No hay que olvidar que un característico aspecto del fascismo es tanto el carácter proteico de sus contenidos –muchos de los cuales se pueden presentar en caso oportuno desde un marco conservador– como su peculiar estilo, uno mucho más radical, agresivo, «políticamente incorrecto» y, en ocasiones, incluso pretendidamente revolucionario.
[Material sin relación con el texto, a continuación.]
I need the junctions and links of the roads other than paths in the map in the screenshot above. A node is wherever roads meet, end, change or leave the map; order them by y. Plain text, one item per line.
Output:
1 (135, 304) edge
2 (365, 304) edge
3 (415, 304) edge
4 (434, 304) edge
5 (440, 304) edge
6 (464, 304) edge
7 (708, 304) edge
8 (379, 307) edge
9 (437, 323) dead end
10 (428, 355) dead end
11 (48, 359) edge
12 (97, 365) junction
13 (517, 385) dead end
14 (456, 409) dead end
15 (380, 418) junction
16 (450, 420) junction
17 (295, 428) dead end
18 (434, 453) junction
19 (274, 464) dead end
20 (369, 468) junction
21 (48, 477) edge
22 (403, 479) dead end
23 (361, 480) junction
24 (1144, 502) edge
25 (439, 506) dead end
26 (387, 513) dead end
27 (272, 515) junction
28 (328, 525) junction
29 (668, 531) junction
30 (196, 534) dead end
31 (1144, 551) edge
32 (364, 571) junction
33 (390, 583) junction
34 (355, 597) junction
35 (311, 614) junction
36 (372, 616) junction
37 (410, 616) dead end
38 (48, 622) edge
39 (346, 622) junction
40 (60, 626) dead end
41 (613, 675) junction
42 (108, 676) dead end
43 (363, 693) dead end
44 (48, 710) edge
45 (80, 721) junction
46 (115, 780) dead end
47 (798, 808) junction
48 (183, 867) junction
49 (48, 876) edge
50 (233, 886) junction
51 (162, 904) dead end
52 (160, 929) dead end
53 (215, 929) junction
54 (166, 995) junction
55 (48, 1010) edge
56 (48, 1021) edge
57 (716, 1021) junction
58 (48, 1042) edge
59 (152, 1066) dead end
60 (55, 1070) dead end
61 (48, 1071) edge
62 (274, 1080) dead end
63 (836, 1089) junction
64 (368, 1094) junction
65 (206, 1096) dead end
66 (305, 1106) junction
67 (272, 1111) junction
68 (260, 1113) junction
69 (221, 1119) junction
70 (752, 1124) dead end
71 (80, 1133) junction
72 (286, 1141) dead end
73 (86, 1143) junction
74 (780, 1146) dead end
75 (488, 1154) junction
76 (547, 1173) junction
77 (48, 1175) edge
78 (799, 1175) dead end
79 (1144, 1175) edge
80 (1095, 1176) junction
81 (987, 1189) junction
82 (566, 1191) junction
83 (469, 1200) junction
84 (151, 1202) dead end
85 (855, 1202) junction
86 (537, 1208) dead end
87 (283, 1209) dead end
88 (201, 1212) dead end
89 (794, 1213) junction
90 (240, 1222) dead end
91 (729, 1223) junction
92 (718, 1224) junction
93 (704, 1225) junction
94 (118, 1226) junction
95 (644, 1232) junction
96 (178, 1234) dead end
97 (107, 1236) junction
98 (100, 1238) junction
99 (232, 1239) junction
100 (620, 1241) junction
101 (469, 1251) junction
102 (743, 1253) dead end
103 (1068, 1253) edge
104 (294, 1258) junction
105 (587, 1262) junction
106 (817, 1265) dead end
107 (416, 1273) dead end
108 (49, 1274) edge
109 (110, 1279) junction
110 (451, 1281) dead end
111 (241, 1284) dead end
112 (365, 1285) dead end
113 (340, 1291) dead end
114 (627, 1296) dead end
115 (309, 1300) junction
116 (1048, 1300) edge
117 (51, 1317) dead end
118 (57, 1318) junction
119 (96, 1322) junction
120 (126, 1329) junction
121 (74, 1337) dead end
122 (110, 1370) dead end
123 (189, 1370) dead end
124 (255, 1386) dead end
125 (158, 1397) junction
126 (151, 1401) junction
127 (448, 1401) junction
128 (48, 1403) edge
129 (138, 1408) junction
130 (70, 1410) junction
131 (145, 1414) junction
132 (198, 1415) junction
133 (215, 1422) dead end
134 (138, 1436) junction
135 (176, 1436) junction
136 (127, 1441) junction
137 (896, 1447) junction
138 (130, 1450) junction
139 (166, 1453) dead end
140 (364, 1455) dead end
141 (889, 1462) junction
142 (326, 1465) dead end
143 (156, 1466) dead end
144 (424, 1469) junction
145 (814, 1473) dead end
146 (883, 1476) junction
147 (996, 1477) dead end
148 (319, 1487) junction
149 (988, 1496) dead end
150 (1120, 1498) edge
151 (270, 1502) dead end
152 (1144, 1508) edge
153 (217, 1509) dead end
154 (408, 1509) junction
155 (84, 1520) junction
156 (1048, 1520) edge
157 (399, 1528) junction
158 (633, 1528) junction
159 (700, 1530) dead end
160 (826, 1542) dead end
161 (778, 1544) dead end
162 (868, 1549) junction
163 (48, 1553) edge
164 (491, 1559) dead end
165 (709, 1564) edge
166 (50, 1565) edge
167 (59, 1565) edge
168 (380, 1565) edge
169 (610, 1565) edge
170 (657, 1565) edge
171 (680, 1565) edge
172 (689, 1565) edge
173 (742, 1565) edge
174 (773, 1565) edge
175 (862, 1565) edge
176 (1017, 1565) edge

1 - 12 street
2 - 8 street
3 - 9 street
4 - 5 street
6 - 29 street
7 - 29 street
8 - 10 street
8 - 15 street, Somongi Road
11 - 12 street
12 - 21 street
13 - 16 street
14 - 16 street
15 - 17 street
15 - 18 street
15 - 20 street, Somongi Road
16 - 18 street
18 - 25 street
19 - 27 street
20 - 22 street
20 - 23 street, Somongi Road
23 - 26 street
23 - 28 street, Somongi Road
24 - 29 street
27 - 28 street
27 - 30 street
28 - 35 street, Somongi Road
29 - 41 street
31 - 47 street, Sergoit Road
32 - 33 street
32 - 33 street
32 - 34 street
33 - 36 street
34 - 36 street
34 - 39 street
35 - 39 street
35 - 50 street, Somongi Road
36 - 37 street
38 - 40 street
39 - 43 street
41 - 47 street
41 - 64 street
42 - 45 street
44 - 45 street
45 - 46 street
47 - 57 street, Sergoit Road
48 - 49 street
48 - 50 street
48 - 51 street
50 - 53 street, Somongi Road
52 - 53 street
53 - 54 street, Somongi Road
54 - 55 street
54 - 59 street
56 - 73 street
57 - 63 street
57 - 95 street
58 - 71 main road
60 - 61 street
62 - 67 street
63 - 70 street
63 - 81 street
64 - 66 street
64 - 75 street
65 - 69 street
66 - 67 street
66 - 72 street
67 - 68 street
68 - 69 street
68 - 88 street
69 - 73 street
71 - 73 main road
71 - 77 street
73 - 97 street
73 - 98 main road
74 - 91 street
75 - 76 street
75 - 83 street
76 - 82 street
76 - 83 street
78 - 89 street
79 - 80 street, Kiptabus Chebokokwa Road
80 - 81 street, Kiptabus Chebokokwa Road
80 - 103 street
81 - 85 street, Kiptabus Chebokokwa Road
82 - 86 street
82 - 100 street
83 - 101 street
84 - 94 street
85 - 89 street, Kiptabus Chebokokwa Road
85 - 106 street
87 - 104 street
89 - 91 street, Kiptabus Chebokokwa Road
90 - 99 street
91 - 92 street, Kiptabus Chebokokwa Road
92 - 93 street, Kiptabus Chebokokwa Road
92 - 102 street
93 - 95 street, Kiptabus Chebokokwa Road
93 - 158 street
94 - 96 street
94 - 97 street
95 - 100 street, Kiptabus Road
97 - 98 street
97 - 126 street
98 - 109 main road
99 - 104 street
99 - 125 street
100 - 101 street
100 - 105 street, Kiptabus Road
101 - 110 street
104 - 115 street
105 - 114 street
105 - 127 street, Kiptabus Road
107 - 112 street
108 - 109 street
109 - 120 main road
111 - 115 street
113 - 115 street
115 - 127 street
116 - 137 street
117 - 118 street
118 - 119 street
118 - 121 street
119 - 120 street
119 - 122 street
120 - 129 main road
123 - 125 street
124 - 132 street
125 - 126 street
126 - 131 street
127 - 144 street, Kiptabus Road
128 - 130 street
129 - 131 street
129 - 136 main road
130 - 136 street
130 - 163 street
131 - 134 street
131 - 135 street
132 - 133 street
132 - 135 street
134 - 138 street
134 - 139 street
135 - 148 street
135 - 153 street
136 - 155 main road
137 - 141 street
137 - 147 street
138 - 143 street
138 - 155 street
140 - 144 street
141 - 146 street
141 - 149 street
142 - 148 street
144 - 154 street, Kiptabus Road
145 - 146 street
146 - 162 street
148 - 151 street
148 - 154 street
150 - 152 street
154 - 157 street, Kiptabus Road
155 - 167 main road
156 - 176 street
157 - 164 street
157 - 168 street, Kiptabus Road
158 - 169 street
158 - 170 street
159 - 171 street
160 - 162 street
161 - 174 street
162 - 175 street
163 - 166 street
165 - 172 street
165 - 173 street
Un estilo que por ello se empapa de la retórica amigo/enemigo y teatraliza una victimista amenaza existencial por la que enfoca la propia acción política como una defensiva e imperiosa reacción frente a la agresiva «reacción de los otros». En esta línea, Meloni exclamó que «para ellos todo lo que nos define es un enemigo. Es el juego del pensamiento único: tienen que quitarnos todo lo que somos, porque cuando ya no tengamos identidad y no tengamos raíces, seremos inconscientes e incapaces de defender nuestros derechos».

Otro ejemplo de este estilo es este discurso de febrero de 2022, cuando denunció que: “Vivimos en una época en la que todo lo que defendemos está siendo atacado: nuestra libertad individual está siendo atacada, nuestros derechos están siendo atacados, la soberanía de nuestras naciones está siendo atacada, la prosperidad y el bienestar de nuestras familias están siendo atacados, la educación de nuestros hijos está siendo atacada. Ante esto, la gente entiende que en esta época, la única forma de ser rebelde es conservar lo que somos, la única forma de ser rebelde es ser conservador (…).”

No teman a la verdad, amigos míos. Como escribió el gran autor conservador Gilbert Keith Chesterton: «Se encenderán fuegos para atestiguar que dos y dos son cuatro. Se desenvainarán las espadas para demostrar que las hojas son verdes en verano». Ha llegado el momento de esa batalla. Pero nos encontrarán listos para la batalla.

Esto puede ayudar a explicar que Io sono Giorgia [Yo soy Giorgia], la «autohagiografía» recientemente escrita por Meloni17, concluya con una frase en la que esta se presenta como un soldado en la batalla contemporánea, o que en la mencionada monografía que le dedicó Giubilei se haga énfasis en la revolución conservadora y se mencione a pensadores como Moeller van den Bruck, Heidegger o Jünger. Por su parte, Abascal ya destacó en su momento que «la política es la guerra». Esta agresividad, respaldada en caso necesario por distintas formas de violencia digital, no es un aspecto menor, pues contribuye a una polarización extrema, no ya solo política sino también social, por la que se intenta forjar una especie de mundo sustitutivo, uno homogéneo y acorazado frente a la crítica exterior e incluso a los datos de la realidad.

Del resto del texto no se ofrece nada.